By DAVID RIX (Eibonvale Press; 2011)

This collection is anything but an easy read, and nor is it an especially easy book to review. FEATHER is a true oddity that exists somewhere in the arena of J.G. Ballard and Ian Sinclair, yet will never be mistaken for anything other than itself.

I should add that the amazing wraparound cover art, created by the book’s author David Rix, deserves some kind of award for evocative book design. Depicting a woman’s face half buried in sand, said cover art perfectly captures the air of wistful surrealism that pervades the text. It centers on Feather, a teenage girl created by Mr. Rix, who assumes the lead role in the opening story “The Tiny Window on River Street.” Rix has urban squalor on his mind when he conjures Feather, along with water imagery inspired by a river near his house. It would seem that Feather is his muse, but she strongly rejects that label.

“Yellow Eyes” follows, in which Feather’s character is fleshed out. She resides in a secluded shack with her hippie father, who lives in fear of someone he calls The Measuring Man and in the course of the tale dies. Before doing so he warns Feather that “You must never let yourself be caught by the world.” At a couple points Feather experiences vividly described dreams; this is significant, as dreams become increasingly prevalent as the book advances.

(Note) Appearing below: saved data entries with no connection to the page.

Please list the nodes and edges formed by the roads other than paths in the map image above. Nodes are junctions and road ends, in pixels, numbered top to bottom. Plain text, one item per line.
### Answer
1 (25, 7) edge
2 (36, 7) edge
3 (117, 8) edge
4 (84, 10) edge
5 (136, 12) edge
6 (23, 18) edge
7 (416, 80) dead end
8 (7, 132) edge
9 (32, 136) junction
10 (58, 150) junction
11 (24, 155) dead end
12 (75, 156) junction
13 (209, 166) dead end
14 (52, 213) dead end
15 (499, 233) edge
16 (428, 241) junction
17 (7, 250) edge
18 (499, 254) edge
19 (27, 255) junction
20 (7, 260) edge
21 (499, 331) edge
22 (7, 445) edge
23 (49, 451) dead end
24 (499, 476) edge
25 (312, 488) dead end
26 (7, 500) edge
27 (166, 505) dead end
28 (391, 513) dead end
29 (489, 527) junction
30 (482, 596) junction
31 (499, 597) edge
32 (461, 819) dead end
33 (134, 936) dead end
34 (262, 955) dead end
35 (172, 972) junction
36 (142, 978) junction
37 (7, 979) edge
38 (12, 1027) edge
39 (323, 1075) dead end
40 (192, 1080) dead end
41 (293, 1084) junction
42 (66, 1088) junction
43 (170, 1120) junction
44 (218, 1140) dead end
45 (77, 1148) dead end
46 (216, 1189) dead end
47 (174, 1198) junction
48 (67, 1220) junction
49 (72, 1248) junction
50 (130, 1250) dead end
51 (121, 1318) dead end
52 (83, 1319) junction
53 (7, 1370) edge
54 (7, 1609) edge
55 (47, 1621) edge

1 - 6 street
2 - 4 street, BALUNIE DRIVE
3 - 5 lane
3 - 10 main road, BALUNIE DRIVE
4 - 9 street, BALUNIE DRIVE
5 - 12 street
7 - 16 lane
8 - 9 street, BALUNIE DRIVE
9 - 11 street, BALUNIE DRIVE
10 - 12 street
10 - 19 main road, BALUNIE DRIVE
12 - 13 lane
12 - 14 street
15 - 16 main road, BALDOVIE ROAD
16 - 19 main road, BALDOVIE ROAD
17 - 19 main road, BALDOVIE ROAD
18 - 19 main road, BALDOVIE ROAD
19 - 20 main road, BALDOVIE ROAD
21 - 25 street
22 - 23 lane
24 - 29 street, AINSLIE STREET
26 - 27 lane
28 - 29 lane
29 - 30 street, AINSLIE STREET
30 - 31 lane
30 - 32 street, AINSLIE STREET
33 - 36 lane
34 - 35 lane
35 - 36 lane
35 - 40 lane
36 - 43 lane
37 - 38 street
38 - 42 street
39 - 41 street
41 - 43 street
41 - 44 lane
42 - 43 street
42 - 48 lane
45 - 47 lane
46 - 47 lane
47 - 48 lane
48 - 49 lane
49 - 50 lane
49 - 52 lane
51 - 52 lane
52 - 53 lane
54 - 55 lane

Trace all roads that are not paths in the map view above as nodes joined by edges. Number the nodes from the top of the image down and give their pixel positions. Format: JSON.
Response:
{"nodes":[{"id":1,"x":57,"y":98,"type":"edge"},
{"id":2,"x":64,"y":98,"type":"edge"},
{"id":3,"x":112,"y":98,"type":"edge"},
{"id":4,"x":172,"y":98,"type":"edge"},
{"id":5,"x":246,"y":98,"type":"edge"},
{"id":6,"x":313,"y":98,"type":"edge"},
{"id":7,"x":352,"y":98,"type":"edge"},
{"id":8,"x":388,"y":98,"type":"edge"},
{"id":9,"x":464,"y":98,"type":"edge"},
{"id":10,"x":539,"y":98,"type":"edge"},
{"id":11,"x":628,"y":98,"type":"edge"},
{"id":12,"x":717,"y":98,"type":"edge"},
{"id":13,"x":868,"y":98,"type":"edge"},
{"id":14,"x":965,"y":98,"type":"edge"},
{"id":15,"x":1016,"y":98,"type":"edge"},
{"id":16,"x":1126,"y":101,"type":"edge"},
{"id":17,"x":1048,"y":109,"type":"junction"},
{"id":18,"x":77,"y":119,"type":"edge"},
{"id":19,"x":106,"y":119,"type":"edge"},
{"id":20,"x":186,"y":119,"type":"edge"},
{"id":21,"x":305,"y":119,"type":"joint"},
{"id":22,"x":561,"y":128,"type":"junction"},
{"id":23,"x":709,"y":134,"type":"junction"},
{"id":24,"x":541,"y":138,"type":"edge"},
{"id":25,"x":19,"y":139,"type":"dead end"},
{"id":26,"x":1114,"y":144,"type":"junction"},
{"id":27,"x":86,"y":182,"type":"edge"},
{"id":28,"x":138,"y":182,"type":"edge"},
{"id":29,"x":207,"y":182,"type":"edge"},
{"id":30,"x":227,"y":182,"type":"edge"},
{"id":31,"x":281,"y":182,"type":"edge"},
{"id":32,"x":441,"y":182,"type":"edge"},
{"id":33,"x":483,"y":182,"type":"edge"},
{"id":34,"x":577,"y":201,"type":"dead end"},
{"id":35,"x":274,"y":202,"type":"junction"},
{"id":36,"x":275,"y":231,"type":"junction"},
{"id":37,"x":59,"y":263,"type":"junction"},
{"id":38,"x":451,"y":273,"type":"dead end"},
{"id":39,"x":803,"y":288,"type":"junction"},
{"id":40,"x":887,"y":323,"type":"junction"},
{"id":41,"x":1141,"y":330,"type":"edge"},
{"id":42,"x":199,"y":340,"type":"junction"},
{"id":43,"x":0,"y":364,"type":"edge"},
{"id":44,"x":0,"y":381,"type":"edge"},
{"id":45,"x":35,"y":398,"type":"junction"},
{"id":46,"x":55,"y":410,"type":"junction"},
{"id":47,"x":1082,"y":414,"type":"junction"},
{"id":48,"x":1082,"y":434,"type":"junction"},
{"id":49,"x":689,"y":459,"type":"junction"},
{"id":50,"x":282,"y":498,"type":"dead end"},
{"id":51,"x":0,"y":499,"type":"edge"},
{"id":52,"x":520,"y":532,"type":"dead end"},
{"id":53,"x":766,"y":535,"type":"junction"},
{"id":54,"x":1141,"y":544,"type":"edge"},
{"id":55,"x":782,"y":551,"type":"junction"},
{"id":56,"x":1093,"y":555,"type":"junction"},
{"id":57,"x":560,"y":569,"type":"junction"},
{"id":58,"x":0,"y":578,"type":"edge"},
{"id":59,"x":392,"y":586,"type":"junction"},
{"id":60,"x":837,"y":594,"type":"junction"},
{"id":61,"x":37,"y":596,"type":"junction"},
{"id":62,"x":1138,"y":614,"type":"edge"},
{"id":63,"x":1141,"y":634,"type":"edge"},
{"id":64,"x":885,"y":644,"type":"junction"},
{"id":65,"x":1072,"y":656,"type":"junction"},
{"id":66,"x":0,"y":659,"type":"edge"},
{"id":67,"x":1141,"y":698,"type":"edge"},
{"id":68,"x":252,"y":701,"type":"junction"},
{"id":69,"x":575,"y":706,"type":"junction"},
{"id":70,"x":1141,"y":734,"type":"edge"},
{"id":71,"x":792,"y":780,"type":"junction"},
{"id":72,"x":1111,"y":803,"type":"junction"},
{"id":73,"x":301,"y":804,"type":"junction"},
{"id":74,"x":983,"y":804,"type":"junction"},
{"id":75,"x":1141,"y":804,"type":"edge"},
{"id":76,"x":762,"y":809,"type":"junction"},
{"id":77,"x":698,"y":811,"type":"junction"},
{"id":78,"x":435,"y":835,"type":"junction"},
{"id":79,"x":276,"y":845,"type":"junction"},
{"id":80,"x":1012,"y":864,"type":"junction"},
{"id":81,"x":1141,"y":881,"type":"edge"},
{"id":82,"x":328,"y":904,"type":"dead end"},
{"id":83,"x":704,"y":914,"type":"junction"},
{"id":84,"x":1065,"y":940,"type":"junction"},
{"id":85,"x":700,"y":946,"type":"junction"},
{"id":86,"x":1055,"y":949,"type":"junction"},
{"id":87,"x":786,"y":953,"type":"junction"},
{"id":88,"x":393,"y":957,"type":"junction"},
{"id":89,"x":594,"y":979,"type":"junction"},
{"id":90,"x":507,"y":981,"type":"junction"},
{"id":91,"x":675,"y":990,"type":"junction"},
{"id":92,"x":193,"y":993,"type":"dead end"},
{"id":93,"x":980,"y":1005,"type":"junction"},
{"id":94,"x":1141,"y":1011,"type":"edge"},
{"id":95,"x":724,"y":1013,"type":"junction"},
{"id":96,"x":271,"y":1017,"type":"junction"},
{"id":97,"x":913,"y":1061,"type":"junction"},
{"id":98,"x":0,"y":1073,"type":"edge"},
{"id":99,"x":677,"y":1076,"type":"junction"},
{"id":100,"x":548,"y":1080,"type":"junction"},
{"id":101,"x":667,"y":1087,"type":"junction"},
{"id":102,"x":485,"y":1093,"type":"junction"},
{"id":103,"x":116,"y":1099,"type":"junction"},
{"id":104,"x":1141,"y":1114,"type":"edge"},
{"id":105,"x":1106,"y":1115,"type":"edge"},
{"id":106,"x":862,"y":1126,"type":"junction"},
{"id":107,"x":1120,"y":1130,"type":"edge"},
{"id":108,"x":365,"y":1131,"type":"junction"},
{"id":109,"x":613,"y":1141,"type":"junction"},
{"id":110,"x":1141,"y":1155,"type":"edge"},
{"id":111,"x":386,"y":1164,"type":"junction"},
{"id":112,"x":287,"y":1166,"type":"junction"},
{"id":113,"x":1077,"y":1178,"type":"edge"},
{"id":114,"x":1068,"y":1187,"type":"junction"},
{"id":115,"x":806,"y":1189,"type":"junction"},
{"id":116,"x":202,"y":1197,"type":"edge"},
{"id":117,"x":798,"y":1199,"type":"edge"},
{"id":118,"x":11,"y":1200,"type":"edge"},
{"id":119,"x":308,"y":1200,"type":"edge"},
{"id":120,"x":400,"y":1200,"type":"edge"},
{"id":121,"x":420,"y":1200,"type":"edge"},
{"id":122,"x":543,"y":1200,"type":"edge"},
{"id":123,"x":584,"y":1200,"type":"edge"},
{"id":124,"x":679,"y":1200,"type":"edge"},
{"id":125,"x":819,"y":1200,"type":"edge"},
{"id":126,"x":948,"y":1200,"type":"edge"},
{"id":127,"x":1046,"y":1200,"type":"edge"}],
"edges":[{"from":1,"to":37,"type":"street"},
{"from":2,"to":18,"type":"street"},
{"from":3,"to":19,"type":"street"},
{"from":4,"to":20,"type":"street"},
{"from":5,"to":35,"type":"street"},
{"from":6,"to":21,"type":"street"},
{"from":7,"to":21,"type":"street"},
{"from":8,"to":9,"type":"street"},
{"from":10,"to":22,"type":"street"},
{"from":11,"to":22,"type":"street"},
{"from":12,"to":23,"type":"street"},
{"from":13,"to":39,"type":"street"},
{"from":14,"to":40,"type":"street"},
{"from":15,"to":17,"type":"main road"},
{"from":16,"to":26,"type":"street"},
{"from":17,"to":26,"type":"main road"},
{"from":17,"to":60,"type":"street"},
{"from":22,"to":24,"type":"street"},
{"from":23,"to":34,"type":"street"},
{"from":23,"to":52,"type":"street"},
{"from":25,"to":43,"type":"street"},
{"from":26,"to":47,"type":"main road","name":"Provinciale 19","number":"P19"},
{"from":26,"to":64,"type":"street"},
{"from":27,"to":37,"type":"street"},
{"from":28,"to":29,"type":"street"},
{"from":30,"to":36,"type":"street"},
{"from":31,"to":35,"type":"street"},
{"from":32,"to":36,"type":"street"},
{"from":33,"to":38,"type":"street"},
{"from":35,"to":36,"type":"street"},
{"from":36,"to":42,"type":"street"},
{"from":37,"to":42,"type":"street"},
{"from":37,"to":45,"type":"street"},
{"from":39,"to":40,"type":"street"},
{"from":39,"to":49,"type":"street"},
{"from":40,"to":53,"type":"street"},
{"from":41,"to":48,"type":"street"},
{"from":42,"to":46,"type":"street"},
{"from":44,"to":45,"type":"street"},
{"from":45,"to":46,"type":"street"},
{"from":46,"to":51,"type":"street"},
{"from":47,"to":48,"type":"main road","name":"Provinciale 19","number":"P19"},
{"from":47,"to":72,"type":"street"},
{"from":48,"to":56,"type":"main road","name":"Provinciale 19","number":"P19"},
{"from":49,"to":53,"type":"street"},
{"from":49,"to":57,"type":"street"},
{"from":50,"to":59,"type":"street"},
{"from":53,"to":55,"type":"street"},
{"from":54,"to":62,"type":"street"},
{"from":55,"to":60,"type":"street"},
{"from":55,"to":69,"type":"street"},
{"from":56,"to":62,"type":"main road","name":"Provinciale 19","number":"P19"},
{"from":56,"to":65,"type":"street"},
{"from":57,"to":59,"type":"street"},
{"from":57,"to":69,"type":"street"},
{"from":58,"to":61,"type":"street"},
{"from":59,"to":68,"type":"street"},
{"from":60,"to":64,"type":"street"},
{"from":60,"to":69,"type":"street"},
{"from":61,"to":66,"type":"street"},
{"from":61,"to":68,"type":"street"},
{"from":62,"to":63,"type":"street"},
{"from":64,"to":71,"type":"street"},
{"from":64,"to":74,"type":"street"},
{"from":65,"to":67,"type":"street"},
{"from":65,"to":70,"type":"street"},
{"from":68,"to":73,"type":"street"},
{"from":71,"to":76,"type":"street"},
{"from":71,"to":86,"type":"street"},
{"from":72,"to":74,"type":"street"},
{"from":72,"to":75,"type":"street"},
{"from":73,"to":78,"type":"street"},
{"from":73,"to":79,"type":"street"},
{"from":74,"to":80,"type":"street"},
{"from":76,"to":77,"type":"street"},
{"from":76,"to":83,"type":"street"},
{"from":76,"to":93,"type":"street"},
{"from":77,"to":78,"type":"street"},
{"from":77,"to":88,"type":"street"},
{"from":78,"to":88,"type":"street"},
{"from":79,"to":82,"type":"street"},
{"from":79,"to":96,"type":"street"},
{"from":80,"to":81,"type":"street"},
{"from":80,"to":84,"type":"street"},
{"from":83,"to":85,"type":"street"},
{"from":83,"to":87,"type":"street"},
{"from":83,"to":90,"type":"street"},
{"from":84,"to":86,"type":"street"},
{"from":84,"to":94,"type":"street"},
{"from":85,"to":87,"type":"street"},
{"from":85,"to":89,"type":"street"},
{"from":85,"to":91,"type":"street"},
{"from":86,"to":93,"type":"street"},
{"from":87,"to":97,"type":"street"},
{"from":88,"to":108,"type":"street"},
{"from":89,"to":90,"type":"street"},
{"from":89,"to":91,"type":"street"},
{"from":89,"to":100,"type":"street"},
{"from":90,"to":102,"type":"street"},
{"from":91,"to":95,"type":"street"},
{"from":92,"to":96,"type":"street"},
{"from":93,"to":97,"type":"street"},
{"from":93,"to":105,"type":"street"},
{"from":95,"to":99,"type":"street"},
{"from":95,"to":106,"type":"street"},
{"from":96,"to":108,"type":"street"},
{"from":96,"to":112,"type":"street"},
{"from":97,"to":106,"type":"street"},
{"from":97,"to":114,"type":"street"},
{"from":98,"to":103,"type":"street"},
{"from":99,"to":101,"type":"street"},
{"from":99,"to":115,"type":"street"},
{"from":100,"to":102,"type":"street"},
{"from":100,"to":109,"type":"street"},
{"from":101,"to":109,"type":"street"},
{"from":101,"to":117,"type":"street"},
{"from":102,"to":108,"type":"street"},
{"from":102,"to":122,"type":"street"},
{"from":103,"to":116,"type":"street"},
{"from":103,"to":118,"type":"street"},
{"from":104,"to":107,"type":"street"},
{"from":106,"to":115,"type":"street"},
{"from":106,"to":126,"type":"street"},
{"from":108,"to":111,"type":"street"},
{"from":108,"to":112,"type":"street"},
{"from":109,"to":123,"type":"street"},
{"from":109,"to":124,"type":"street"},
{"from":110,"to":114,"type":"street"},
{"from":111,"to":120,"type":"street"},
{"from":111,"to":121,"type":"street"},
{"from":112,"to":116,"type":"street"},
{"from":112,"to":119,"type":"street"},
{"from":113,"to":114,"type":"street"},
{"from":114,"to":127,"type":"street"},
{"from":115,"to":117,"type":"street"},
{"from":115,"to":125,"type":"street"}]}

The book’s other major constant is of course Feather herself, who more often than not has supporting roles in the following tales, all of which are nonetheless suffused by her unsettled worldview.

In “The Angels” and “The Book of Tides” Feather is the house guest of two disturbed writers who each live by the sea, and who are both impacted irrevocably by her presence. In “Touch Wood” she’s a peripheral character who comes to assume critical importance to the story’s befuddled protagonist, who unwisely follows another character’s advice to make a wish after imbibing an unidentified liquid. In “The Magpies” Feather exists solely as the email friend of the mentally unstable Elizabeth, who sees bizarre patterns everywhere, and whose mental state isn’t helped at all by an unidentified potion Feather sends her. The novella length “To Call the Sea” is an alternately beautiful and maddening piece that sees Feather once again assuming a supporting role that steadily grows in importance, in a tale that involves a haunted dorm and features all the sand, sea and dream imagery so integral to the overall atmosphere.

The book concludes with “The Whispering Girl,” which sees Feather, here answering to an entirely different name, haunting a man named Tallis (after the similarly moniker-ed character in Ballard’s ATROCITY EXHIBITION, one assumes) in the Central European city of Ljubljana. Following this is an “Endword” entitled “The Sea Train,” in which David Rix once again assumes the lead role, regretting that he left Feather so unsettled in the preceding pages yet finding himself powerless to alter her destiny, even when Feather herself briefly appears to him and his sister on a train platform—although, as the final page makes clear, he doesn’t really have a sister!

What exactly are we to make of this bizarre text? A fictional commentary on the nature of artistic inspiration, perhaps? A surreal autobiography? Avant-garde science fiction? None of the above? Whatever FEATHER may be, it’s as wonderfully strange and evocative as nearly anything I’ve read, and one of the standout publications of 2011.